= INPUT RECORDS =
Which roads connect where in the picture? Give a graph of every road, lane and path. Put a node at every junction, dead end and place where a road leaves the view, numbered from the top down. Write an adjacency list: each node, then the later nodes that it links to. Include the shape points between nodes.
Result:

--

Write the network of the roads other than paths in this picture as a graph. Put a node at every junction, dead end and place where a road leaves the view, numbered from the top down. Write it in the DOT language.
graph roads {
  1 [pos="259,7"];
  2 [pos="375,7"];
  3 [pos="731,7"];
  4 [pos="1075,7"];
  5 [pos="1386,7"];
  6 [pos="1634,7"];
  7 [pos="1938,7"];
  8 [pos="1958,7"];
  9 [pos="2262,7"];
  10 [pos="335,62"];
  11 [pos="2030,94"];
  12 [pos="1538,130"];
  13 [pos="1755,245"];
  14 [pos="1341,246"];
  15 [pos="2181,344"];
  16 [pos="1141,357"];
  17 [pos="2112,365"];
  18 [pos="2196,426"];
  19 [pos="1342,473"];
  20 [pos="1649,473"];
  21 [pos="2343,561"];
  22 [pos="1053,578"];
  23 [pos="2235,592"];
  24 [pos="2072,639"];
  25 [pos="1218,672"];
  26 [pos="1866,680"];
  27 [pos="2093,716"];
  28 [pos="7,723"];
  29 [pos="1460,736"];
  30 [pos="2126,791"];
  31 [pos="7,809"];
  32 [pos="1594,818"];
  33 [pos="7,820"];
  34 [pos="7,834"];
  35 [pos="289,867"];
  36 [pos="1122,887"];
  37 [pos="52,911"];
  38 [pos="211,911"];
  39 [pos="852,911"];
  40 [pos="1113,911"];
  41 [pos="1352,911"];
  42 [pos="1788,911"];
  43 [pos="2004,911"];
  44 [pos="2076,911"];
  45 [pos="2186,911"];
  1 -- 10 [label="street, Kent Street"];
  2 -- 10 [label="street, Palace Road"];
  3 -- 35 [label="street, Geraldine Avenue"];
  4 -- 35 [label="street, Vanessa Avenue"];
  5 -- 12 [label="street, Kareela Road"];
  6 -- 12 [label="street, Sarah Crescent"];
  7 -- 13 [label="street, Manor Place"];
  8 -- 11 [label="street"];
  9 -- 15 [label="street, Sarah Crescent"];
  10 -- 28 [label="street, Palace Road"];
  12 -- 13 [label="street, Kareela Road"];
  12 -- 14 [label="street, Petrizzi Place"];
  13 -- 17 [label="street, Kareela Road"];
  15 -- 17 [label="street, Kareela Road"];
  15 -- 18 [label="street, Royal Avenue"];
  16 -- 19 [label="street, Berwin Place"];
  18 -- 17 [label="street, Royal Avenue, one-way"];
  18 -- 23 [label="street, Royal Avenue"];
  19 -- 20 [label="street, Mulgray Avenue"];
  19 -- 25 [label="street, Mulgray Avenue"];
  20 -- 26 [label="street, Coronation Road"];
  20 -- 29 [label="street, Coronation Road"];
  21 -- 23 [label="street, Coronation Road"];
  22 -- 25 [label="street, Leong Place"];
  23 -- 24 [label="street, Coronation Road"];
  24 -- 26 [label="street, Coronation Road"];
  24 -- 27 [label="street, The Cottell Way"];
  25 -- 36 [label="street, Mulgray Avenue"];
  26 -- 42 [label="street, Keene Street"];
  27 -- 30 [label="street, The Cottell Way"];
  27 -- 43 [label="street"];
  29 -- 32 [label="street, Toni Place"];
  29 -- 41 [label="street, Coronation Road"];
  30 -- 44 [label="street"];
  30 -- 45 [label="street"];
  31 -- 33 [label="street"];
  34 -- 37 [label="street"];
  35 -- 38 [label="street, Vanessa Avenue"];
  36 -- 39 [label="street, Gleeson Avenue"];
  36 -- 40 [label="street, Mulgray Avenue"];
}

...

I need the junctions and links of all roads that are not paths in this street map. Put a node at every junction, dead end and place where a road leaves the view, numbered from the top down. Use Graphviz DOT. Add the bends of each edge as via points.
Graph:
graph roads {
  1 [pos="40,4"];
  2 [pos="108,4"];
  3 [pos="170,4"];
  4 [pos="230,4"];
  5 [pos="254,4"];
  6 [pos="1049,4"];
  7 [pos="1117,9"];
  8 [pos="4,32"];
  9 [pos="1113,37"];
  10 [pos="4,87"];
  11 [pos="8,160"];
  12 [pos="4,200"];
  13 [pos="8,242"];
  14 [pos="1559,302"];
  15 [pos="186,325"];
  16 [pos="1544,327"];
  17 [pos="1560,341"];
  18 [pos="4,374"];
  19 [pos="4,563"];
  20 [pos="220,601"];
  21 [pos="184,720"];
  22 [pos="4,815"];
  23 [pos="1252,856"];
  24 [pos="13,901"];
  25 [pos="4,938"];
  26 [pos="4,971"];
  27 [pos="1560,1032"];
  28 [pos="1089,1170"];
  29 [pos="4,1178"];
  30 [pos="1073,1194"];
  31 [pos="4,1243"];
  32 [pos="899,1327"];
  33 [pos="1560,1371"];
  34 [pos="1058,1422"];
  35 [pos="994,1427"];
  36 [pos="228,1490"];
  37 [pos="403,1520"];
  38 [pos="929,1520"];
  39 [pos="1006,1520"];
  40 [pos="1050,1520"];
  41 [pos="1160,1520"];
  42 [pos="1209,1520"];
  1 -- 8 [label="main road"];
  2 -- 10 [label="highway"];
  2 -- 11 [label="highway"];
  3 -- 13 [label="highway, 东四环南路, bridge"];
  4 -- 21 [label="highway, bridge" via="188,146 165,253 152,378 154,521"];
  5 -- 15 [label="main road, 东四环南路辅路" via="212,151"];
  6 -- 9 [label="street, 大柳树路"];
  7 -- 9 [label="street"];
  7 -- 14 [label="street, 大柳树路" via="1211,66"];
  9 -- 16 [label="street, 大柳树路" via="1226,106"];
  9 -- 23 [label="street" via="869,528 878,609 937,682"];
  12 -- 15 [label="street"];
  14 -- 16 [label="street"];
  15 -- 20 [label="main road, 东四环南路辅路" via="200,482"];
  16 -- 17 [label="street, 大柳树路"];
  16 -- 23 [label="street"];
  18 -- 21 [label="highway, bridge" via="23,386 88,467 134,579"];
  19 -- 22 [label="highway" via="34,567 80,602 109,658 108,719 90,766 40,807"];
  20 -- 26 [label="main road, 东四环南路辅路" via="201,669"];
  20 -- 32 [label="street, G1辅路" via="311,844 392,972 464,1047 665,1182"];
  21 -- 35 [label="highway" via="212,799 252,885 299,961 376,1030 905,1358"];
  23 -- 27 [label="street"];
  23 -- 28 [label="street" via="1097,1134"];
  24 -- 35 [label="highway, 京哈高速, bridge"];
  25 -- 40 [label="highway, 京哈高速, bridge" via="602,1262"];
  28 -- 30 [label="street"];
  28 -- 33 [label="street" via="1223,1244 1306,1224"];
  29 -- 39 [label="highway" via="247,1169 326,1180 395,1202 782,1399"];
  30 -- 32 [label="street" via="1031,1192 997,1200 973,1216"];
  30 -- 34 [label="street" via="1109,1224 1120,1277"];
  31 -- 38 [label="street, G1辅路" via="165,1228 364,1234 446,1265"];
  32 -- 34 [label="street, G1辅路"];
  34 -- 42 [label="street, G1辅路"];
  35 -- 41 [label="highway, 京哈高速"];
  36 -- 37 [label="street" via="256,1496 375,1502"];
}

= WHAT TO WORK ON =
Every line of the material that includes the word "each" needs to be copied.

= ANSWER TO THIS EXERCISE =
Which roads connect where in the picture? Give a graph of every road, lane and path. Put a node at every junction, dead end and place where a road leaves the view, numbered from the top down. Write an adjacency list: each node, then the later nodes that it links to. Include the shape points between nodes.
I need the junctions and links of all roads that are not paths in this street map. Put a node at every junction, dead end and place where a road leaves the view, numbered from the top down. Use Graphviz DOT. Add the bends of each edge as via points.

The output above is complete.